Since 2007, when Blackstone raised $4.7 billion in an initial public offering, it has had to serve two constituencies — its limited partners, such as pension funds and endowments, that invest in its funds, and its public stockholders.
Turmoil in the financial markets in 2011 hit it on both fronts. The company has had to mark down the value of some investments and has also seen reversals in carried interest flows — its share of investment profits — weigh on cash distributions.
But the decline in its profits in the fourth quarter was somewhat offset by revenue generated by management fees as the group grew its assets by expanding further into businesses such as real estate, credit markets and hedge funds.
“They continue to grow their assets under management, boosting their fee income, and over time this should lead to an increase in profits, too,” Sandler O’Neill & Partners analyst Michael Kim said.
Performance fees dropped to $358 million in the fourth quarter from $455.5 million a year earlier, while management and advisory fees rose to $495.6 million from $474.7 million.
Economic net income, which measures operating performance, was $450 million, down from $513 million a year earlier. Adjusted ENI was 40 cents per share, matching analysts’ average estimate, according to Thomson Reuters I/B/E/S.
Fee-earning assets under management increased 25 percent from a year earlier to a record $137 billion at the end of 2011.
“Despite volatile markets and struggling economies, Blackstone had strong performance in 2011. Our investors view us as a critical partner, helping them protect and grow their capital,” Blackstone Chief Executive Stephen Schwarzman said in a statement.

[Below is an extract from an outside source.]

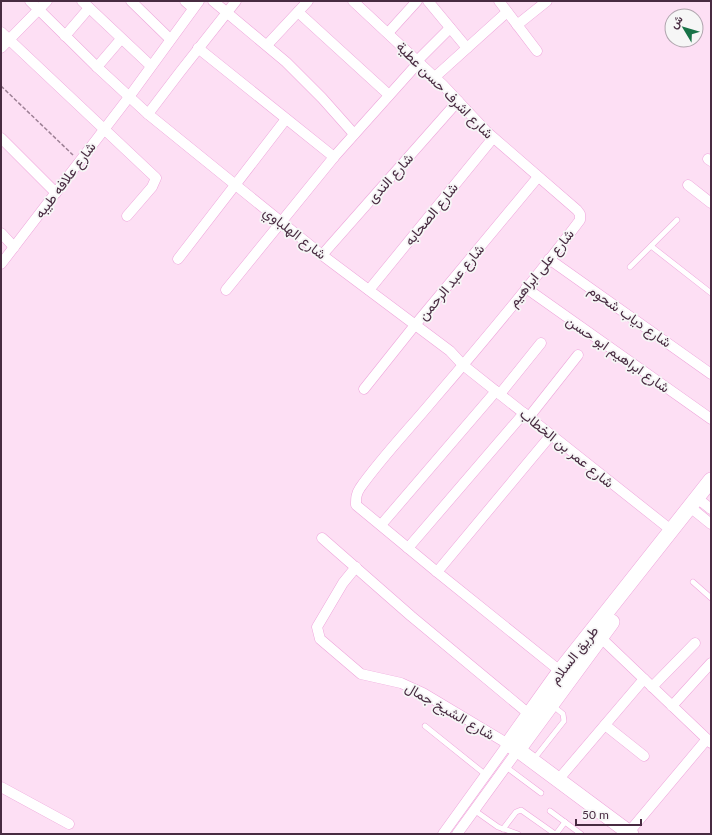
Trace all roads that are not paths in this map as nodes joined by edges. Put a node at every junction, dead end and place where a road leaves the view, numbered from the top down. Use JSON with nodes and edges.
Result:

Blackstone shares have bounced back since the start of the year on investor optimism that its markets have stabilized. Through Wednesday, the shares were up 18.8 percent this year, compared with a 12.8 percent rise in the S&P 500 Index .INX and a 12 percent rise in the S&P Asset Management and Custody Banks Index .GSPAMCB.
The shares were down 3 percent at $16.14 in morning trading Thursday.
Blackstone announced a fourth-quarter distribution of 22 cents per common unit, bringing its full-year distributions to 52 cents per common unit.
Its available capital for deals, or “dry powder,” was $32.9 billion at the end of 2011, its highest level ever, Blackstone said.
The performance of publicly listed private equity firms is followed closely by investors looking for benchmarks to use in valuing Carlyle Group LP, which has filed for an initial public offering that is expected this year.
Carlyle has $148 billion of assets under management, on a par with Blackstone. In the first nine months of 2011, Carlyle distributed more than $15 billion to its fund investors, a record performance, thanks partly to asset sales. In 2010 it distributed $8 billion.
KKR & Co LP is due to announce earnings on February 9 while Apollo Global Management LLC is due to report on February 10.